An anomaly that exists in the animal kingdom is that the maximum speed attainable while running seems to peak with creatures of moderate stature, such as the cheetah. To explore why, a team of international researchers developed a physical model of how muscles set limits on land animals’ top running speeds.

Scientists discover the secret behind cheetahs unparalleled running speed

The team of researchers includes Imperial, Harvard University, The University of Queensland, and The University of the Sunshine Coast.

“The fastest animals are neither large elephants nor tiny ants, but intermediately sized, like cheetahs. Why does running speed break with the regular patterns that govern most other aspects of animal anatomy and performance?” said lead author Dr. David Labonte, from Imperial College London’s Department of Bioengineering.

Their findings suggest that there is not one limit to maximum running speed, as previously thought, but two – how fast versus how far muscles contract. The maximum speed an animal can reach appears to be dictated by whichever limit is reached first, which is determined by the animal’s size.

“The key to our model is understanding that maximum running speed is constrained both by how fast muscles contract, as well as by how much they can shorten during a contraction. Animals about the size of a cheetah exist in a physical sweet spot at around 50kg, where these two limits coincide. These animals are consequently the fastest, reaching speeds of up to 65 miles per hour.” stated Co-author Professor Christofer Clemente, from the University of the Sunshine Coast and The University of Queensland.

The first limit, the ‘kinetic energy capacity limit’, suggests that the muscles of smaller animals are restrained by how quickly they can contract because they generate large forces relative to their weight. The second limit, the ‘work capacity limit’, suggests that the muscles of larger animals are restrained by how far their muscles can contract because they’re heavier with muscles that produce less force concerning their weight.

Cheetah running speed biology

The researchers tested their theory by comparing its predictions to the data on land animal speed and size collected from more than 400 species, ranging from large mammals, birds, and lizards to tiny insects and spiders.
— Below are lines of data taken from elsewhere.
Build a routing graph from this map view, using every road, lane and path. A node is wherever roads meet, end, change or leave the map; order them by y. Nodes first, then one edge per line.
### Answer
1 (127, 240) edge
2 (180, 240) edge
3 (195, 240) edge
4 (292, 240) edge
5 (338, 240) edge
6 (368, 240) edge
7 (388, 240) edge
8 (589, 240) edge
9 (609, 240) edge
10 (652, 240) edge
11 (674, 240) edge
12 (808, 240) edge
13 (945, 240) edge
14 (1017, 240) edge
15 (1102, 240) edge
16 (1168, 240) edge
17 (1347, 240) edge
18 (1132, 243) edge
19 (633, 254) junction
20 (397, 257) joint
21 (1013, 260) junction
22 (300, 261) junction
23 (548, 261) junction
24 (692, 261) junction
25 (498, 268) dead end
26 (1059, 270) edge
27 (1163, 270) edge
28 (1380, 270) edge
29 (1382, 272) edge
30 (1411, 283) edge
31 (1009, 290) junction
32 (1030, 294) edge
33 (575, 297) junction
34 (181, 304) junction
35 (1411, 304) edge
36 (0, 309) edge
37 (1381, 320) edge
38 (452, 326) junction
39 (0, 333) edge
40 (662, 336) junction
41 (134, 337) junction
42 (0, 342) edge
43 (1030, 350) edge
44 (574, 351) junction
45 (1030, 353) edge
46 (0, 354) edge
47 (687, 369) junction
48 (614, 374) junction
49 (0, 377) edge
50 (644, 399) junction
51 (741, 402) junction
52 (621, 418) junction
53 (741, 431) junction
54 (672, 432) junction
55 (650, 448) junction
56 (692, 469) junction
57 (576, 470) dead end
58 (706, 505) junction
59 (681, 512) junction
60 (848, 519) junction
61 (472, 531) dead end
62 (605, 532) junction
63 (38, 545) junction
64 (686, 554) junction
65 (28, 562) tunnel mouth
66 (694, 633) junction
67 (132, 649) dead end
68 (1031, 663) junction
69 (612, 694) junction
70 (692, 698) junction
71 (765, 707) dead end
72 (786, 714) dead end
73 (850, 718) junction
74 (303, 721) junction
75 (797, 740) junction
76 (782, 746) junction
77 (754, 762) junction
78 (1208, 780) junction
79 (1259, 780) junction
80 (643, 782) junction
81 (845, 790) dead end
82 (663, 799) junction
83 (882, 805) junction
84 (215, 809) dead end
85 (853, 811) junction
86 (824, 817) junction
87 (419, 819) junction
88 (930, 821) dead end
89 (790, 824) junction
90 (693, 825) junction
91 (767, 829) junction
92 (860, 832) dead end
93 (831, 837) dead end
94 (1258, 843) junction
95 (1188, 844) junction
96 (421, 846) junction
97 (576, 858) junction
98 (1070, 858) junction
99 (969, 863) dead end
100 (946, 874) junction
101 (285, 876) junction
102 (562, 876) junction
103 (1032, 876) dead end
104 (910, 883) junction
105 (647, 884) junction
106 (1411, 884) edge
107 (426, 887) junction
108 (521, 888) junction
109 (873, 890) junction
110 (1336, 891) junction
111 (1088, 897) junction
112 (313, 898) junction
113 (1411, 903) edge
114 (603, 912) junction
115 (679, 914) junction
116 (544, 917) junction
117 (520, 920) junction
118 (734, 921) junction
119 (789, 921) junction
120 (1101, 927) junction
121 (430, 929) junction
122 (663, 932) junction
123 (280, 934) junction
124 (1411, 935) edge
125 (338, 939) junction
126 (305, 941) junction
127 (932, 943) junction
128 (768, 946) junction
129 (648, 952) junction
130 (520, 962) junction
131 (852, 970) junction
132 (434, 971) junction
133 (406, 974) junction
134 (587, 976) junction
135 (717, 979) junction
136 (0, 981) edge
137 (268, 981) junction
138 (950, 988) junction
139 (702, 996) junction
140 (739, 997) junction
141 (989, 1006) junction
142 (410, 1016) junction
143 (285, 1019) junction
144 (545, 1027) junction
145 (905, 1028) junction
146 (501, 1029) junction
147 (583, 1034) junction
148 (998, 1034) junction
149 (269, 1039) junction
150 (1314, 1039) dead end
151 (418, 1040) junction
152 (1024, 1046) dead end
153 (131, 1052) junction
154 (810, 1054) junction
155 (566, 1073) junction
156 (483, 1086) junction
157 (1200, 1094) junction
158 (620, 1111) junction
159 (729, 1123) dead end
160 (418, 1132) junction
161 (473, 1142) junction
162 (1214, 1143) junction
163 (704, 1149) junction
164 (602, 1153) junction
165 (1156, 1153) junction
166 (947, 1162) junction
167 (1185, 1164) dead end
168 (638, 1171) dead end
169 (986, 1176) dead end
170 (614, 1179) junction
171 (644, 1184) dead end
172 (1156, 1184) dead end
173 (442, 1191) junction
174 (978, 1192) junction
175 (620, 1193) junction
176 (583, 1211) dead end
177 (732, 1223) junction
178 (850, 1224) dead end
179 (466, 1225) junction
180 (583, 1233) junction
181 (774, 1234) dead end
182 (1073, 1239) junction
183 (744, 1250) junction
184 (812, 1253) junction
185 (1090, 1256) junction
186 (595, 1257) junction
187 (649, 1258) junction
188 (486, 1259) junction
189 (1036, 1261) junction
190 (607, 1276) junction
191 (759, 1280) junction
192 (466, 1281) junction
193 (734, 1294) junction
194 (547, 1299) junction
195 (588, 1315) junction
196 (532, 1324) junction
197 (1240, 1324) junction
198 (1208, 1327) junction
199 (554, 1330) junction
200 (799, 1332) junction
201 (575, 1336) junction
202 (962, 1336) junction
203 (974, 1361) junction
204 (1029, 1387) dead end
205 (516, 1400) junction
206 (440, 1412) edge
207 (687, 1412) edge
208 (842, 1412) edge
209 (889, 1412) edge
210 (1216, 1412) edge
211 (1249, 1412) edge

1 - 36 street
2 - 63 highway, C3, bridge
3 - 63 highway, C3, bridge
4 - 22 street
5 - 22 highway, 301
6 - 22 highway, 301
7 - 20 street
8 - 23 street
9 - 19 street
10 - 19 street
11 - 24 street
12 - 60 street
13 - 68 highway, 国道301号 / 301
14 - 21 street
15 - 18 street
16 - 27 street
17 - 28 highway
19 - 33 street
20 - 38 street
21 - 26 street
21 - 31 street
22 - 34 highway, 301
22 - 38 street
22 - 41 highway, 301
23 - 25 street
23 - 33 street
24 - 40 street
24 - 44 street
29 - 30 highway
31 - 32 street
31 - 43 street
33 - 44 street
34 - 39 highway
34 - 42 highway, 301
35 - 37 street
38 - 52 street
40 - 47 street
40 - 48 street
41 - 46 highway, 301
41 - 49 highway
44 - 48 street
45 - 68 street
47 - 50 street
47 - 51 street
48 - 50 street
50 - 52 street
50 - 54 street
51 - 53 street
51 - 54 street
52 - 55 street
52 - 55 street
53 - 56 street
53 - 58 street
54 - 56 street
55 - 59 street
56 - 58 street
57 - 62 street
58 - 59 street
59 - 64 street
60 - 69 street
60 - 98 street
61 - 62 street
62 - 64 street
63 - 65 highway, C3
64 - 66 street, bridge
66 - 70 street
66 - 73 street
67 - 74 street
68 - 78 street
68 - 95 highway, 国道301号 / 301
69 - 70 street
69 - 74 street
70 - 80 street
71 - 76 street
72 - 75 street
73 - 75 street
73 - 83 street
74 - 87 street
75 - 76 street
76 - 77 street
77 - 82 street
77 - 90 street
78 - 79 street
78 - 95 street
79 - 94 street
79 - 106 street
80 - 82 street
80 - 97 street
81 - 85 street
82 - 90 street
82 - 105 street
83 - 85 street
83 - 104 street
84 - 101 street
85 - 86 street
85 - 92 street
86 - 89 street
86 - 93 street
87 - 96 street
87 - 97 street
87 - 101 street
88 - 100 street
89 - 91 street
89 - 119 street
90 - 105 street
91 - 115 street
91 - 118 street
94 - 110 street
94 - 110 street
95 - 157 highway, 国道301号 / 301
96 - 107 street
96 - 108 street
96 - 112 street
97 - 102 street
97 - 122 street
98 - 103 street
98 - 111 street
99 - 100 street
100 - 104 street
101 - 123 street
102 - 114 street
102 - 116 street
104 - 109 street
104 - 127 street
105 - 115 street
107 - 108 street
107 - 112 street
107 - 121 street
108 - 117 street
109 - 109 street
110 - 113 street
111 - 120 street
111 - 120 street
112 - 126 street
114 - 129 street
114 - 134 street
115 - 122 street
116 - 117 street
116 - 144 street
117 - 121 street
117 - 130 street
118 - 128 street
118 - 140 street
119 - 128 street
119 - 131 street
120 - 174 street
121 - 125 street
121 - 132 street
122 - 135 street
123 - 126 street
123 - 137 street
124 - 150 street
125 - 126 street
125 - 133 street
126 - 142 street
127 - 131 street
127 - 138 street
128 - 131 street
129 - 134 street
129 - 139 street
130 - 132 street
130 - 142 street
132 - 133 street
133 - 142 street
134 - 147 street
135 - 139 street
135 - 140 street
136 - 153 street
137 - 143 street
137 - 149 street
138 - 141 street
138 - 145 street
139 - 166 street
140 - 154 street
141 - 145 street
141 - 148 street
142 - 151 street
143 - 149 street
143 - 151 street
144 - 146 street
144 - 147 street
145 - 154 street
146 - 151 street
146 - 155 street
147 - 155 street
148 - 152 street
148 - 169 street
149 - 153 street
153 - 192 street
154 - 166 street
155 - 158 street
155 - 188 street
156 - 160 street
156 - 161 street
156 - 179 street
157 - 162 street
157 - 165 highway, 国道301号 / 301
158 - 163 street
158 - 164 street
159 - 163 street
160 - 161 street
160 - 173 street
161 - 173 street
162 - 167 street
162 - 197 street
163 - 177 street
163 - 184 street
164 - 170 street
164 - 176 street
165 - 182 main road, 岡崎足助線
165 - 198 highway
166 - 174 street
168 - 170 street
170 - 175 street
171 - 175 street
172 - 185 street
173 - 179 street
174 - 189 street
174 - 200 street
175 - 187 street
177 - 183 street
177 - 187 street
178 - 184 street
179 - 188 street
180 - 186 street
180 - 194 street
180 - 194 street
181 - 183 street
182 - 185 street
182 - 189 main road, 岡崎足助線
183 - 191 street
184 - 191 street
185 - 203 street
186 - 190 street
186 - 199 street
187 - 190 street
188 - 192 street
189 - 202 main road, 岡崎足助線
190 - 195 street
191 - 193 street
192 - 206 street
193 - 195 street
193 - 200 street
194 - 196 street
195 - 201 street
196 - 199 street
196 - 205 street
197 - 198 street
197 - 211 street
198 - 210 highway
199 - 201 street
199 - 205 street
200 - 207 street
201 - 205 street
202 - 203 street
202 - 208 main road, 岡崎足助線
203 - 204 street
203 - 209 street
The model predicted how maximum running speeds vary with body size for animals that differ by more than 10 orders of magnitude in body size. Their findings could help us understand the differences between groups of animals and could inform future designs for robots to match the athletic prowess of the best animal runners.

“Our study raises lots of interesting questions about the muscle physiology of both extinct animals and those that are alive today, including human athletes. Physical constraints affect swimming and flying animals as much as running animals – and unlocking these limits is next on our agenda,” stated Dr. Labonte.